Netta membuka payung dari tasnya dan menghampiri Sativa. Pelan-pelan, Adiran juga mengikuti langkah Netta sambil mengeluarkan satu payung lagi dari tasnya.

"Gue perhatiin akhir-akhir ini lo nempel mulu ya, Zi, sama Tiva?" Netta langsung bertanya saat menghampiri Sativa dan Mizi. Perempuan itu langsung melindungi tubuh Mizi dan Sativa dengan payung miliknya. "Ada apa, nih? Lo berdua lagi PDKT?"

"Ngaco lo. Mizi punya pacar, Ta."

"HAH? MASA IYA?" Netta berteriak sambil mengamati wajah Mizi. "Demi apa? Serius? Serius ada yang mau sama mahluk kayak lo, Zi?"

"Wadaw. Mahluk kayak lo." Mizi mengulang ucapan Netta. "Emang gue mahluk kayak apa?"

Netta menyipitkan wajah. "Ya kayak gitu, deh. Bahkan kayanya terlalu bagus deh kalau lo dikategorikan mahluk."

"Ta. Mulut lo itu ya, kalau ngomong suka bener," balas Mizi diselingi tawa.

"Lo beneran punya pacar?" tanya Netta karena masih tidak percaya. Netta juga melirik Sativa. "Beneran, Tiv?"

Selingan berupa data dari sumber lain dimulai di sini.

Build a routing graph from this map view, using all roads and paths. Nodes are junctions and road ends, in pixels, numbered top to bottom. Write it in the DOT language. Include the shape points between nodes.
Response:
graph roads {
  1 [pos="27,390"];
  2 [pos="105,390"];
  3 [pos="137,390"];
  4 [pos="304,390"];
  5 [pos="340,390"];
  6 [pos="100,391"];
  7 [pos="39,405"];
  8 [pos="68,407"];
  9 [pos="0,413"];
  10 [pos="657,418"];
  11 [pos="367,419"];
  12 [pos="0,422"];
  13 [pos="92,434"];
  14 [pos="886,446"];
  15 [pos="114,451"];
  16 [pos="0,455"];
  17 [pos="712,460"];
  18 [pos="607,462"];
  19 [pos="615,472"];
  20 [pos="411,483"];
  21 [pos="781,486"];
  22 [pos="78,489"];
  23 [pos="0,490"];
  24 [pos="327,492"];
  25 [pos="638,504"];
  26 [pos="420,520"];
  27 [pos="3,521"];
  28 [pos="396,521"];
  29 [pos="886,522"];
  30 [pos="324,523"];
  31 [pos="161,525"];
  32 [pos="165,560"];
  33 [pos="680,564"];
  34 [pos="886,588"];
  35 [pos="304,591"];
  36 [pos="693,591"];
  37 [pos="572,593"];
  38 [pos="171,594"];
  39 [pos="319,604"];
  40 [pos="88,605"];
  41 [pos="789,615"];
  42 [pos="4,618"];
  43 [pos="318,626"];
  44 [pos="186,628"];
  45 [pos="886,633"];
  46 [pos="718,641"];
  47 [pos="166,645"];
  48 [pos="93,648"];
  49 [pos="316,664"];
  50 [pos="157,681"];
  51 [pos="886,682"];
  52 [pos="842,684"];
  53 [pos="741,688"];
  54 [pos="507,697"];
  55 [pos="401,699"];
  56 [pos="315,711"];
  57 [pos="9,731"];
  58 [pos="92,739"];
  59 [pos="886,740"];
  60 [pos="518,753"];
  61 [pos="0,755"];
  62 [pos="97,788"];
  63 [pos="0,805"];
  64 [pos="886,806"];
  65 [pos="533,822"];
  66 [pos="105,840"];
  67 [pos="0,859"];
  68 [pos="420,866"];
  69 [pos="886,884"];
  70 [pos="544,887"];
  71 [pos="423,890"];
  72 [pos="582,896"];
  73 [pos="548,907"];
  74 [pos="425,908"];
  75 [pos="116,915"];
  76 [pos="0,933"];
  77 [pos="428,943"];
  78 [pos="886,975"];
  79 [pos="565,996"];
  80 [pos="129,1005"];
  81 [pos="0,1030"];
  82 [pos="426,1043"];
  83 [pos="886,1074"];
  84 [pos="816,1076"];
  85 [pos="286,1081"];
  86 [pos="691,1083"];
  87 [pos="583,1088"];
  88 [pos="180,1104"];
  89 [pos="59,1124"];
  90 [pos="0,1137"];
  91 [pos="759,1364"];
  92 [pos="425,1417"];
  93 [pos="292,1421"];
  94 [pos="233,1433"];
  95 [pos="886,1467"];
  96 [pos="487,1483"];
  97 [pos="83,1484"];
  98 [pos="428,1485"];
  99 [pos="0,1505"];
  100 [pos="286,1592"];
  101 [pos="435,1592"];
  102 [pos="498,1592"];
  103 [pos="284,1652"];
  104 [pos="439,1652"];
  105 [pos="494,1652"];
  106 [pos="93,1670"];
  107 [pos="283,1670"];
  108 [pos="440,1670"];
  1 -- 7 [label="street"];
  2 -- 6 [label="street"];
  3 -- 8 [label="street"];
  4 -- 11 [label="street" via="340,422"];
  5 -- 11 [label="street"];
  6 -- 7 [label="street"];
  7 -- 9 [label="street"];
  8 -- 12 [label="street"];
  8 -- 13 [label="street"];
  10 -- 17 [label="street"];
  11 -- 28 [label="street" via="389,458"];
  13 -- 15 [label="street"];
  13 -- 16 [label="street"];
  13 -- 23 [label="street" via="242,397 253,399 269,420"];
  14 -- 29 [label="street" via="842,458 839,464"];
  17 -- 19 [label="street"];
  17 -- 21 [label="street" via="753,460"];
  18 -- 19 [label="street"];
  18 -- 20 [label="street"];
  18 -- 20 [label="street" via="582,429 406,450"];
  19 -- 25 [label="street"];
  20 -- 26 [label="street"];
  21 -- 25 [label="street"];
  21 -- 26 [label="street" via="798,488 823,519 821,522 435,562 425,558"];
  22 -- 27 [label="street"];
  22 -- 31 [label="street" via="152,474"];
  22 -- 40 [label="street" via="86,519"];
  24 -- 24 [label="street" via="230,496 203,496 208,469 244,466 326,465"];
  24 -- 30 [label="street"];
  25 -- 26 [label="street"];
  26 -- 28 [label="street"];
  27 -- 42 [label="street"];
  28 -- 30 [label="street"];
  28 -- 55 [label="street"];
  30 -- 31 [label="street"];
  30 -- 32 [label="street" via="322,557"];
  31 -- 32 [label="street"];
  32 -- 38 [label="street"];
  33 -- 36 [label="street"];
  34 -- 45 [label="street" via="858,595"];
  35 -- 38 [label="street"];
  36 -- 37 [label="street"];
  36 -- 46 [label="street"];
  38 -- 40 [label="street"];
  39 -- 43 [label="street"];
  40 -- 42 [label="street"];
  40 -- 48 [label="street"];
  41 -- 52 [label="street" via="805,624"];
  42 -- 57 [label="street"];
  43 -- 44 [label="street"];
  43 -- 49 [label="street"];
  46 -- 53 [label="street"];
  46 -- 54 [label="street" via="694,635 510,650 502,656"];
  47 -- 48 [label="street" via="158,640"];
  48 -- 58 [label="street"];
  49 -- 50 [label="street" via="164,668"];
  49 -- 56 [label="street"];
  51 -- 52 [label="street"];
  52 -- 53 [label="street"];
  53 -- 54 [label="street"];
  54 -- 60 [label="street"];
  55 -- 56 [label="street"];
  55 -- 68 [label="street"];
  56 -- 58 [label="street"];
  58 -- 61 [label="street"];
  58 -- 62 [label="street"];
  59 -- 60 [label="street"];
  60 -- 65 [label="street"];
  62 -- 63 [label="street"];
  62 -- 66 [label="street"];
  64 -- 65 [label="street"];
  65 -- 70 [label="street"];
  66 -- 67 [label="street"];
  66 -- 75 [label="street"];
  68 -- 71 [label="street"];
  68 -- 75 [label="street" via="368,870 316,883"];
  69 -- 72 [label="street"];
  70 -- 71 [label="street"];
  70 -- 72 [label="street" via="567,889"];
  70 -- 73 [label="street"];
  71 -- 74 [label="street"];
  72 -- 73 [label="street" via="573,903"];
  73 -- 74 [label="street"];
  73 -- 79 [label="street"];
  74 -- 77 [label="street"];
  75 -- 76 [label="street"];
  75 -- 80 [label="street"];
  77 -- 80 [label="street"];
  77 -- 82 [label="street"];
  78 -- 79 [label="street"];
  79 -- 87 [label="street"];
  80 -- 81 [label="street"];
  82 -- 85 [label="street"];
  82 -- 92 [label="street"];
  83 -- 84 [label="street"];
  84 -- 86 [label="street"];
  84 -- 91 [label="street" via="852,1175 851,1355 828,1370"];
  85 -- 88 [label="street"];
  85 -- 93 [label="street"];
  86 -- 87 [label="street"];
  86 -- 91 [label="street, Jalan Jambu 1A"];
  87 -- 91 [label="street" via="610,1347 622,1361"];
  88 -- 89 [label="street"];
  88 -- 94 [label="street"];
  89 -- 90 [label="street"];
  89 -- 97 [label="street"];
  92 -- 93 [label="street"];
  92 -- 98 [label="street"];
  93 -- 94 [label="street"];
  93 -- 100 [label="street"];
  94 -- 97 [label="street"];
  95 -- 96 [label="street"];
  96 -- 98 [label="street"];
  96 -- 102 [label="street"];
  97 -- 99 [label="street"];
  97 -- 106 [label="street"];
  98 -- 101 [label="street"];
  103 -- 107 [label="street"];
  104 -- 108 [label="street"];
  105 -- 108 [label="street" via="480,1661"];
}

Sativa menangguk. "Udah lama juga jadiannya. Dari SMA kelas 10 ya, Zi?"

"Lo pake pelet ya, Zi?"

"Tentu dong. Lo mau gue kasih tahu?" tanya Mizi. "Lo juga kan jomblo abadi, Ta."

"Eh! Sembarangan ya lo kalau ngomong. Gue tuh bukan jomblo, tapi lagi belajar jadi perempuan mandiri yang membangun cintanya ke diri sendiri dulu sebelum ke orang lain. Iya nggak, Tiv?"

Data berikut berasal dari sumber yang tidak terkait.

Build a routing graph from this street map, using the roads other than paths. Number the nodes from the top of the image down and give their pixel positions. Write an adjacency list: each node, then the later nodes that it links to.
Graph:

Sativa menggumam pelan. "Iya aja deh."

"Lo mau mayungin apa, Ta?" tanya Adiran tiba-tiba. "Orangnya ada tiga dan payung lo lebih cocok dipake anak TK."

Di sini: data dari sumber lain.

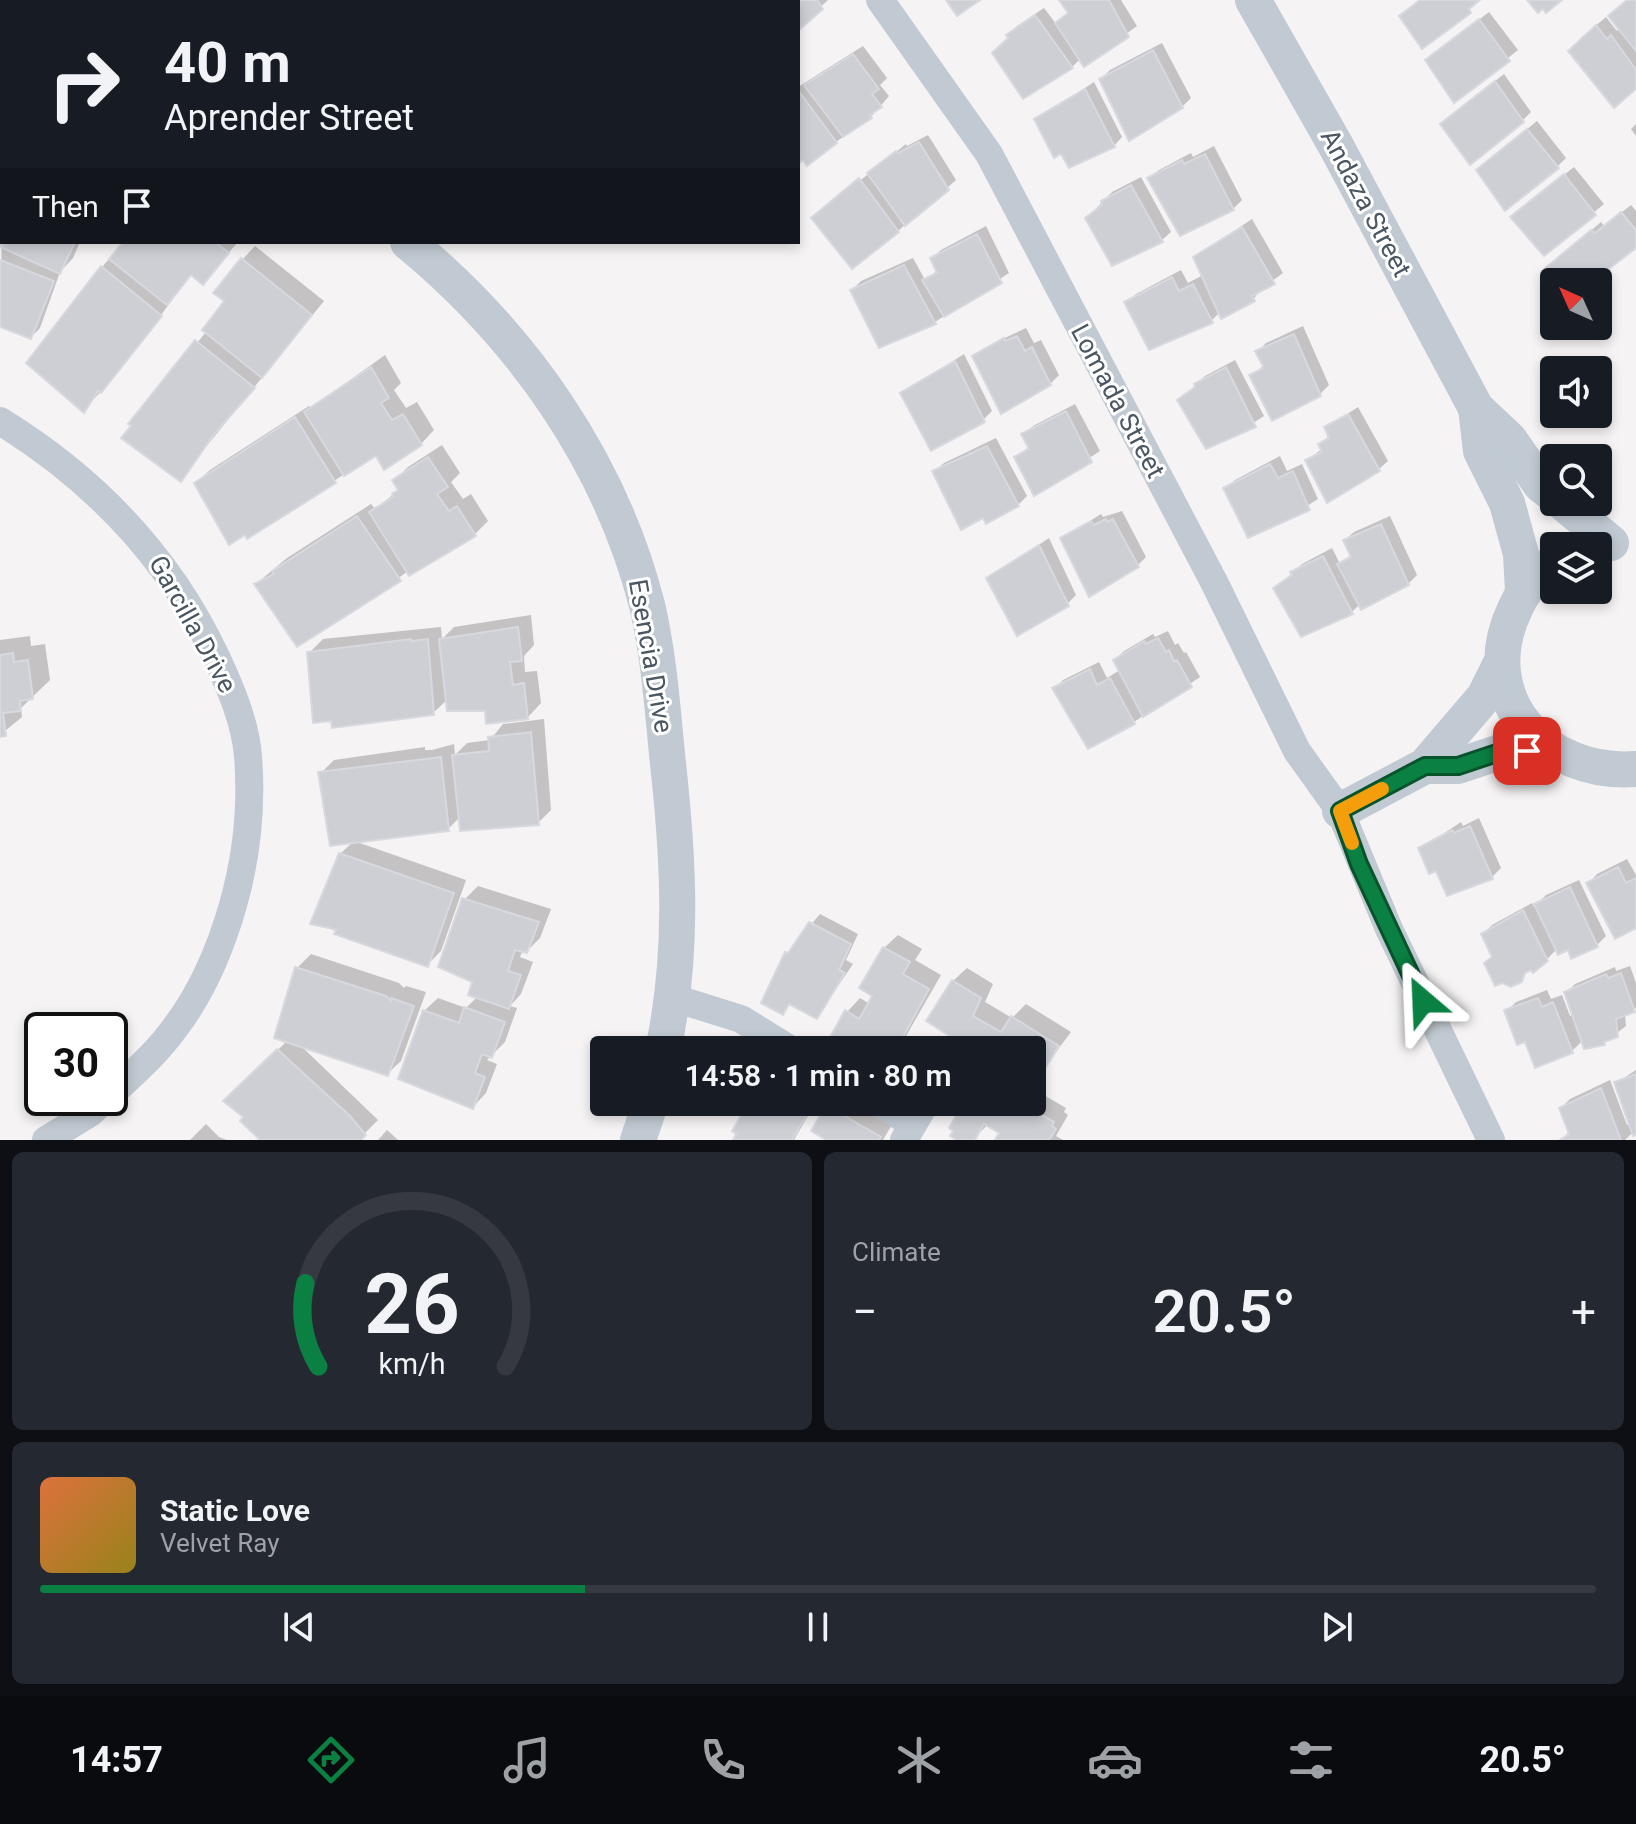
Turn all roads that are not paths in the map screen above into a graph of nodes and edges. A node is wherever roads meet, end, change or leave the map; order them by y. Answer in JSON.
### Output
{"nodes":[{"id":1,"x":880,"y":0,"type":"edge"},
{"id":2,"x":1253,"y":0,"type":"edge"},
{"id":3,"x":410,"y":244,"type":"edge"},
{"id":4,"x":1476,"y":408,"type":"junction"},
{"id":5,"x":0,"y":421,"type":"edge"},
{"id":6,"x":1540,"y":484,"type":"edge"},
{"id":7,"x":1579,"y":516,"type":"edge"},
{"id":8,"x":1614,"y":545,"type":"edge"},
{"id":9,"x":1540,"y":576,"type":"edge"},
{"id":10,"x":1523,"y":591,"type":"junction"},
{"id":11,"x":1502,"y":661,"type":"junction"},
{"id":12,"x":1550,"y":750,"type":"junction"},
{"id":13,"x":1425,"y":766,"type":"junction"},
{"id":14,"x":1626,"y":775,"type":"edge"},
{"id":15,"x":1340,"y":811,"type":"junction"},
{"id":16,"x":674,"y":998,"type":"junction"},
{"id":17,"x":666,"y":1036,"type":"edge"},
{"id":18,"x":768,"y":1036,"type":"edge"},
{"id":19,"x":128,"y":1078,"type":"edge"},
{"id":20,"x":80,"y":1116,"type":"edge"},
{"id":21,"x":646,"y":1116,"type":"edge"},
{"id":22,"x":46,"y":1140,"type":"edge"},
{"id":23,"x":638,"y":1140,"type":"edge"},
{"id":24,"x":1491,"y":1140,"type":"edge"}],
"edges":[{"from":1,"to":15,"type":"street","name":"Lomada Street"},
{"from":2,"to":4,"type":"street","name":"Andaza Street"},
{"from":3,"to":16,"type":"street","name":"Esencia Drive"},
{"from":4,"to":6,"type":"street","name":"Andaza Street"},
{"from":4,"to":10,"type":"street","name":"Andaza Street"},
{"from":5,"to":19,"type":"street","name":"Garcilla Drive"},
{"from":7,"to":8,"type":"street"},
{"from":9,"to":10,"type":"street"},
{"from":10,"to":11,"type":"street"},
{"from":11,"to":12,"type":"street"},
{"from":11,"to":13,"type":"street"},
{"from":12,"to":13,"type":"street"},
{"from":12,"to":14,"type":"street"},
{"from":13,"to":15,"type":"street"},
{"from":15,"to":24,"type":"street","name":"Lomada Street"},
{"from":16,"to":17,"type":"street","name":"Esencia Drive"},
{"from":16,"to":18,"type":"street"},
{"from":20,"to":22,"type":"street","name":"Garcilla Drive"},
{"from":21,"to":23,"type":"street"}]}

Netta mendengus sebal. Kemudian, ia langsung merangkul dan merapatkan tubuhnya dengan Sativa. Sementara itu, Mizi tertinggal di belakang. Adiran melirik Mizi. Laki-laki itu balik menatapnya. "Kenapa, Ran? Lo mau minjemin payung ke gue?"

Adiran berdecak ringan, lalu memberikan payung lipat kepada Mizi. Mereka berdua berjalan bersisian. Di depan mereka, ocehan Netta yang lebih banyak dijawab gumamam oleh Sativa terdengar jelas.

"Di saat orang-orang banyak yang nggak bawa payung ... lo justru bawa payung dua?" tanya Mizi, "mau jadi ojek payung, Ran?"

Alih-alih menjawab, Adiran justru bertanya kepada Mizi. "Kenapa lo nggak ikut rapat himpunan?"